= Dataset records =

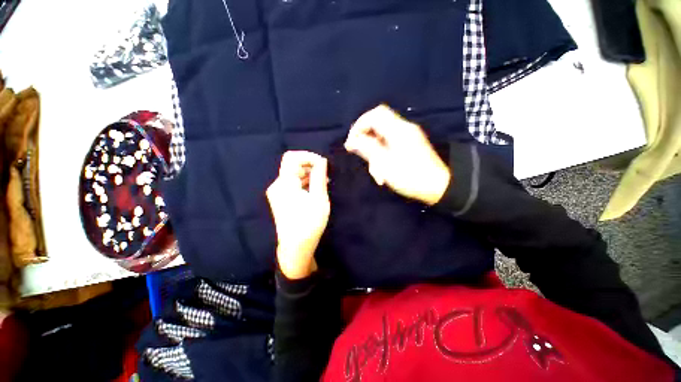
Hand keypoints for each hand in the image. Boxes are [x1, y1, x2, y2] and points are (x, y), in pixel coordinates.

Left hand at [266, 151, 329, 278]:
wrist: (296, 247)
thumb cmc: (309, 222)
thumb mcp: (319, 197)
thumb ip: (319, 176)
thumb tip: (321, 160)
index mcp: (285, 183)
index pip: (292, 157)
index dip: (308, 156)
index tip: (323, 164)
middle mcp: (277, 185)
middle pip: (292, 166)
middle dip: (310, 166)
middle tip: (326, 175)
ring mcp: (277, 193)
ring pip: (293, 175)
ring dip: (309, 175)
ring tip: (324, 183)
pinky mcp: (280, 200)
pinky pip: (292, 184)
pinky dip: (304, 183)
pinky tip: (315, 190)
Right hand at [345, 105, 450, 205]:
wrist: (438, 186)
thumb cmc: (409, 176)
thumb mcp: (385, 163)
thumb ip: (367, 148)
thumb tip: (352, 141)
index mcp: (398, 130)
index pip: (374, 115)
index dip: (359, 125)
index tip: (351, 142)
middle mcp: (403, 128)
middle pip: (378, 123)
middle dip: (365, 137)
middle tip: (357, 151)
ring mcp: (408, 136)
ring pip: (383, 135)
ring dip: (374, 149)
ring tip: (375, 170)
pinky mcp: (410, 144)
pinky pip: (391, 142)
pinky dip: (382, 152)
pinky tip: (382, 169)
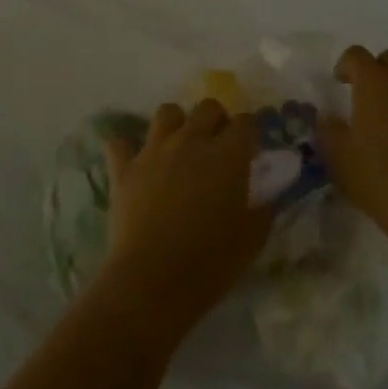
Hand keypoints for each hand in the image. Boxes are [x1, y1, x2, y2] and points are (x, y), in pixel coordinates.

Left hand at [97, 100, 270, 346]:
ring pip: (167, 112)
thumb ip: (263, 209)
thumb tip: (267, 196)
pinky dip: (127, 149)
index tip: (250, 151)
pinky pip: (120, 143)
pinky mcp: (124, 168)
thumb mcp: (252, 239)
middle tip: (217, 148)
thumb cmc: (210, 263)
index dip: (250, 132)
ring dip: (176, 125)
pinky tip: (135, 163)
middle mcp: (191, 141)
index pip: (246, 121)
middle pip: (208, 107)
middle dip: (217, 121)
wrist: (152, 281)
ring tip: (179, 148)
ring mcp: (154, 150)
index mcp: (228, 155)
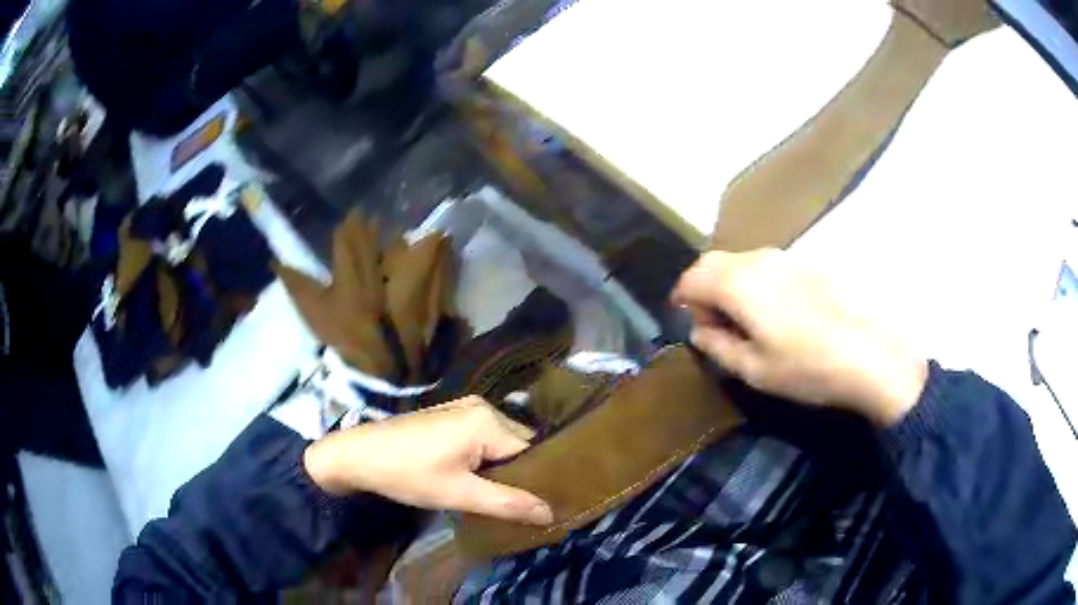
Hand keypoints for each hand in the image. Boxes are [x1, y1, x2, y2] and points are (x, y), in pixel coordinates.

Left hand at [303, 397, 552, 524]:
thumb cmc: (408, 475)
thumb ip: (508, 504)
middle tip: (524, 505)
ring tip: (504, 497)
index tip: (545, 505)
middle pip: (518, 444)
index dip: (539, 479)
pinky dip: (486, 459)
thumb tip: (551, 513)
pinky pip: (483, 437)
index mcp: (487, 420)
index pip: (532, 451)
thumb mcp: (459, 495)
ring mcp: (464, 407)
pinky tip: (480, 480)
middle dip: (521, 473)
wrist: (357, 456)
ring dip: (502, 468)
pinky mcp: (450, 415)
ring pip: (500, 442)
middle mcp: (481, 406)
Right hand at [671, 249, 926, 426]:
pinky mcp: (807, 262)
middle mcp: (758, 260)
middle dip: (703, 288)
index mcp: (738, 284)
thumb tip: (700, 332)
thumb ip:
--
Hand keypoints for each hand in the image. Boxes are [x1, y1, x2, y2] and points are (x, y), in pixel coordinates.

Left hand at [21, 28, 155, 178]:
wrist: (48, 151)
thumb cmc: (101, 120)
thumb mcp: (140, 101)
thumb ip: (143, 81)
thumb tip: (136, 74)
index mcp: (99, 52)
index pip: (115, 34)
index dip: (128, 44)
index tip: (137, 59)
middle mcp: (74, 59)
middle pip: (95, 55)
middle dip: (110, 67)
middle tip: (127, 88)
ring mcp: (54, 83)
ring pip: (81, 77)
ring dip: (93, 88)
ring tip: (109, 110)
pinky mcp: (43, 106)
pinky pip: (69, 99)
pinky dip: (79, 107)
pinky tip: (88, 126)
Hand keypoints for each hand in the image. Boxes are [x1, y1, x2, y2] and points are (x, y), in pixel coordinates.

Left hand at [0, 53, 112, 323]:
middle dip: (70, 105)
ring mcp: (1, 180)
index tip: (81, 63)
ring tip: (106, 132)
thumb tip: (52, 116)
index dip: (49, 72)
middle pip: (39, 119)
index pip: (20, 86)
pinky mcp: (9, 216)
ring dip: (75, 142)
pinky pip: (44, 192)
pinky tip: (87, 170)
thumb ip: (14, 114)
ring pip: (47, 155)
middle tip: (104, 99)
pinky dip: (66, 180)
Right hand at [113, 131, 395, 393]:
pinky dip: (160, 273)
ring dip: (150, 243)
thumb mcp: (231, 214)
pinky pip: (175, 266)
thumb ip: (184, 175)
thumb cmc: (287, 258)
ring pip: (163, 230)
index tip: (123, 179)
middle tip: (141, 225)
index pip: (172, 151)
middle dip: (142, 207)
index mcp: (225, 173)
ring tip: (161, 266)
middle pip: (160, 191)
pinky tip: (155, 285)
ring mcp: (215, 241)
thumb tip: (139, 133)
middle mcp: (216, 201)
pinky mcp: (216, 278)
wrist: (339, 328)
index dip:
---
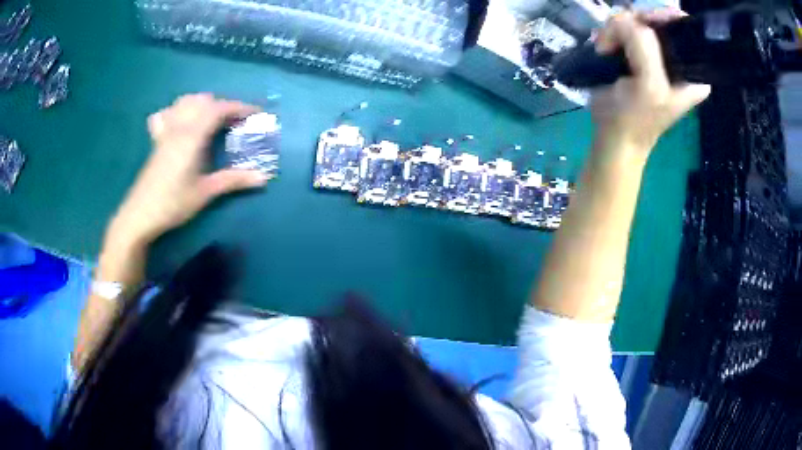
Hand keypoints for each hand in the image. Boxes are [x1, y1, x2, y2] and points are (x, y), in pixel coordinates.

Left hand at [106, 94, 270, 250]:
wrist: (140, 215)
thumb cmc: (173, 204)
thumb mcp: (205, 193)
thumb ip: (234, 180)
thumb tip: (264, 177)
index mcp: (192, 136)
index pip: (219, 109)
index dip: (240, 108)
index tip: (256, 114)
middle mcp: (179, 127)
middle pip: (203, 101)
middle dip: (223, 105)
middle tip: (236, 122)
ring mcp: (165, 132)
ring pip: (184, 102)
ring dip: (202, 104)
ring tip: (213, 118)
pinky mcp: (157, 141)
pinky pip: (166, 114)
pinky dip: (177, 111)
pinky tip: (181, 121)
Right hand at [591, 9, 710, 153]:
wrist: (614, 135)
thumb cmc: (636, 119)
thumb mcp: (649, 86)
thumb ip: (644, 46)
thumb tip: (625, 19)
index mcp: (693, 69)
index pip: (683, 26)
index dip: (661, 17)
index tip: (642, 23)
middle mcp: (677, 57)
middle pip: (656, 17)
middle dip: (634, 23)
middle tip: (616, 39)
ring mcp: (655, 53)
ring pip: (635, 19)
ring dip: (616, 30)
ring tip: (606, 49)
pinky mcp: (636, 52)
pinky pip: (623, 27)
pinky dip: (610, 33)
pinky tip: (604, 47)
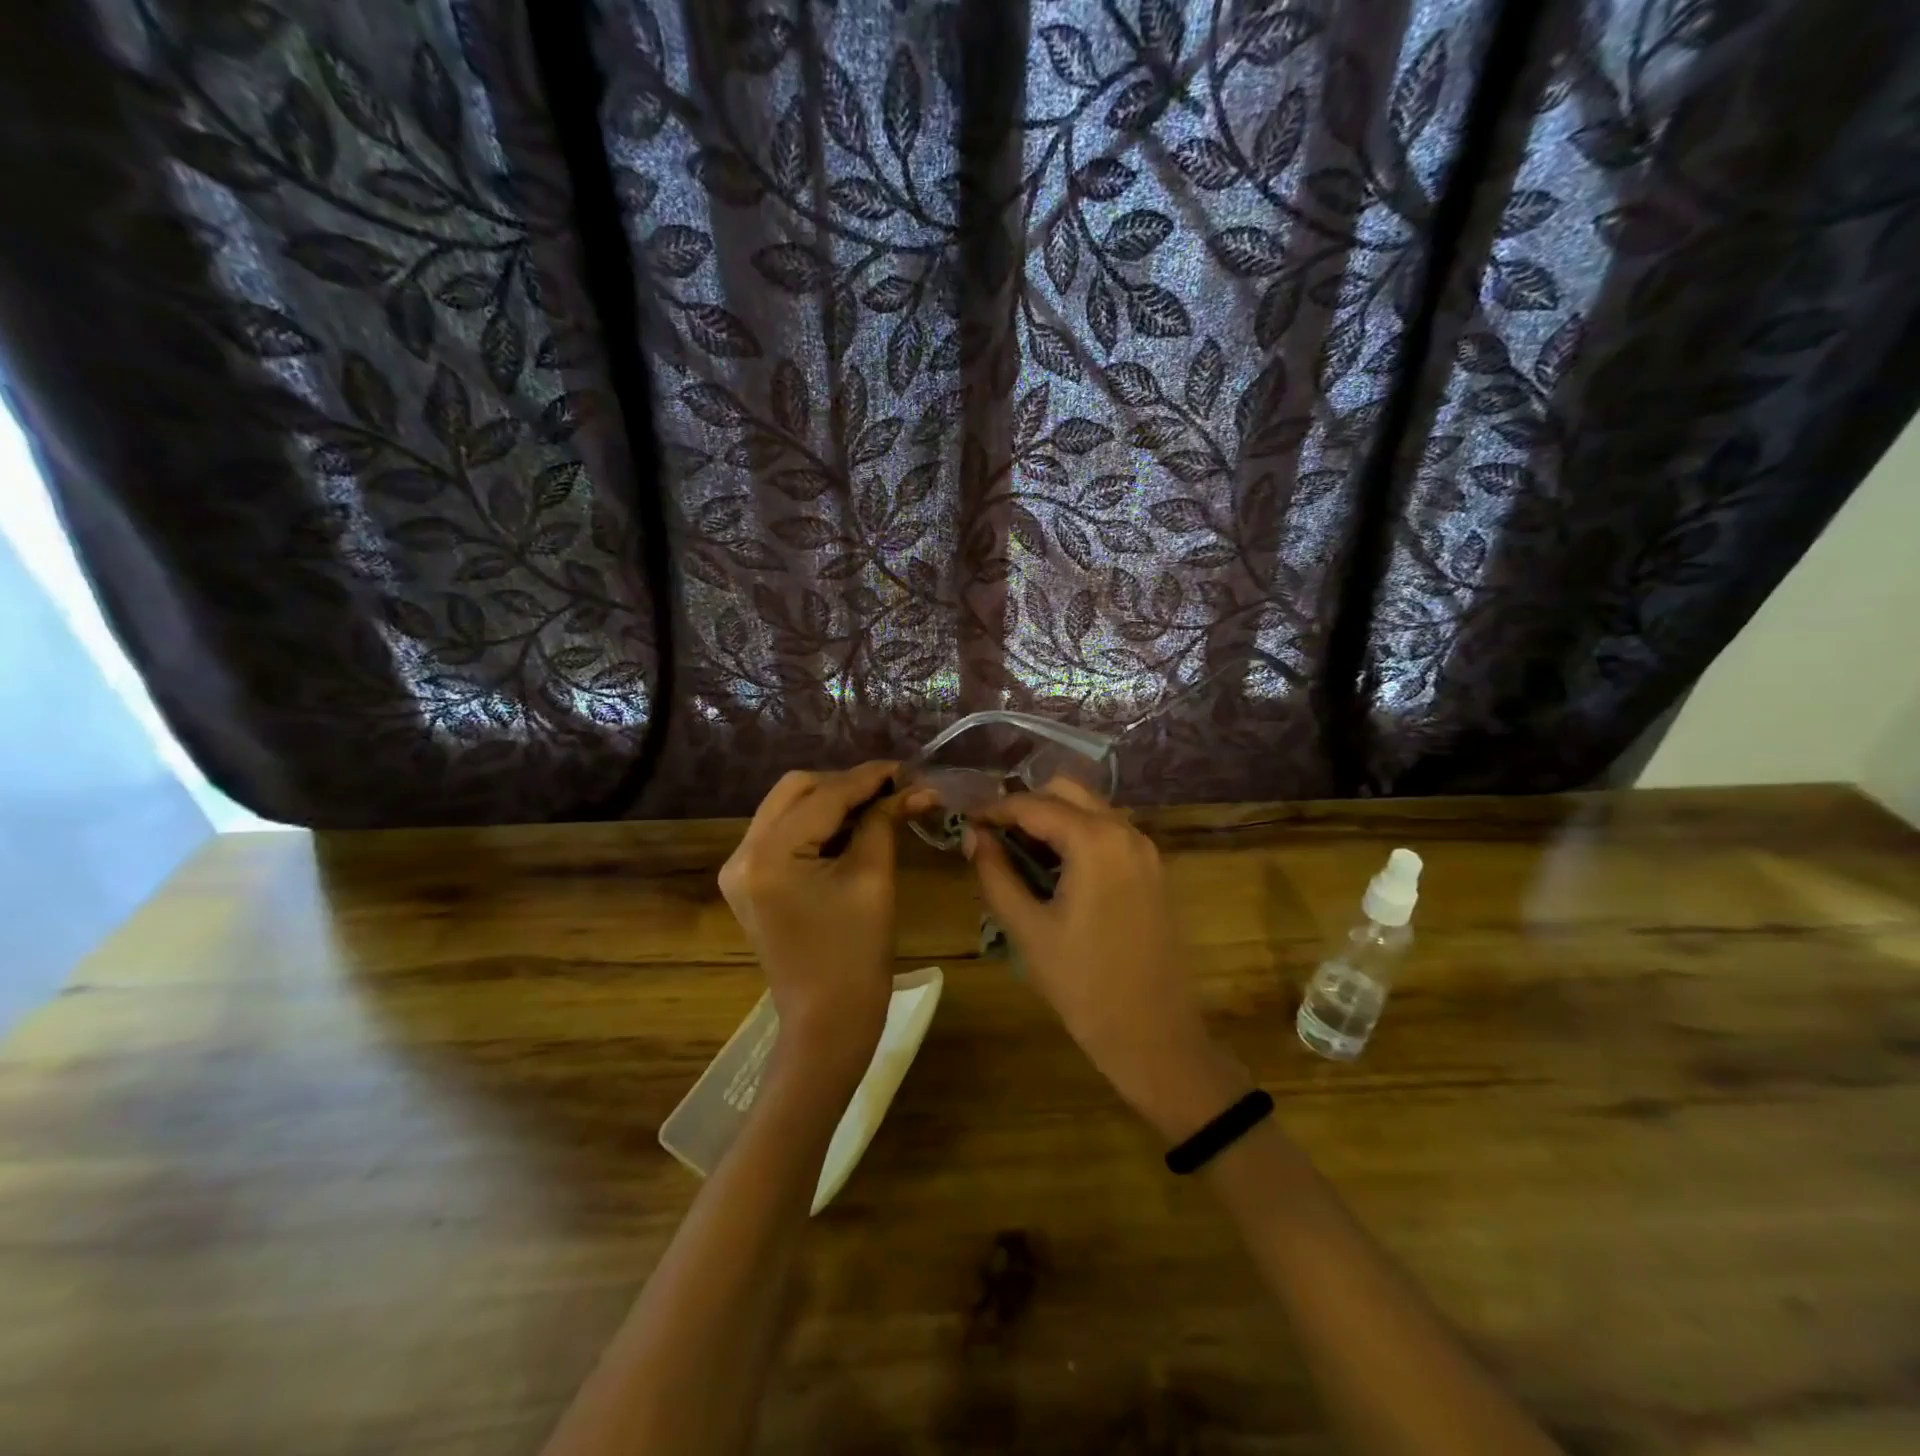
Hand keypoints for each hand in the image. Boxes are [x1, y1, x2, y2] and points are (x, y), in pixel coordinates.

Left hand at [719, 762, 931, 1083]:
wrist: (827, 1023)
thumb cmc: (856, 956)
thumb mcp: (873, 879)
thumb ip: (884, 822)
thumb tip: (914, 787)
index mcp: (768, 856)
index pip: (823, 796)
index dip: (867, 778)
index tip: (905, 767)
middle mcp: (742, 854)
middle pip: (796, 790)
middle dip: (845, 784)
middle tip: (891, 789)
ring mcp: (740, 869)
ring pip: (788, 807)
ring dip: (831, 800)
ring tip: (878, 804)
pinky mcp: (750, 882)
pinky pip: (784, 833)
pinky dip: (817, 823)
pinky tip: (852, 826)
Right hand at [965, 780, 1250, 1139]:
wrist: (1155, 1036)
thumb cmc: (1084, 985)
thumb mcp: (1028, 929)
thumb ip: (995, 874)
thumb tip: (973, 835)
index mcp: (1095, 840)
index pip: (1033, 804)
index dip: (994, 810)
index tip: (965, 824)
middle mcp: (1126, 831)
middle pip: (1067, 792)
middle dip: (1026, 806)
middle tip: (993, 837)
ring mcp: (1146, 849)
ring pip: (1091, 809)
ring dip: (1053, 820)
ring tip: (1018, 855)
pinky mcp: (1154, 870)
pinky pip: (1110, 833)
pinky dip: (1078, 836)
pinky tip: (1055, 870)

= Task statement =
Could you transcribe the entries above word for word, from the line with "index mcp: (398, 130)" down to the line with "pinky tip: (382, 169)", keeping both?

= Solution below =
index mcp: (398, 130)
index pip: (374, 115)
index dip: (359, 125)
index tip: (351, 142)
middle mcp: (403, 128)
middle pip: (378, 123)
middle dip: (365, 137)
middle tip: (357, 151)
ring mcp: (408, 136)
ring pip: (383, 135)
ring dip: (374, 149)
ring tip: (375, 170)
pinky mcp: (410, 144)
pinky pip: (391, 142)
pinky dip: (382, 152)
pinky tip: (382, 169)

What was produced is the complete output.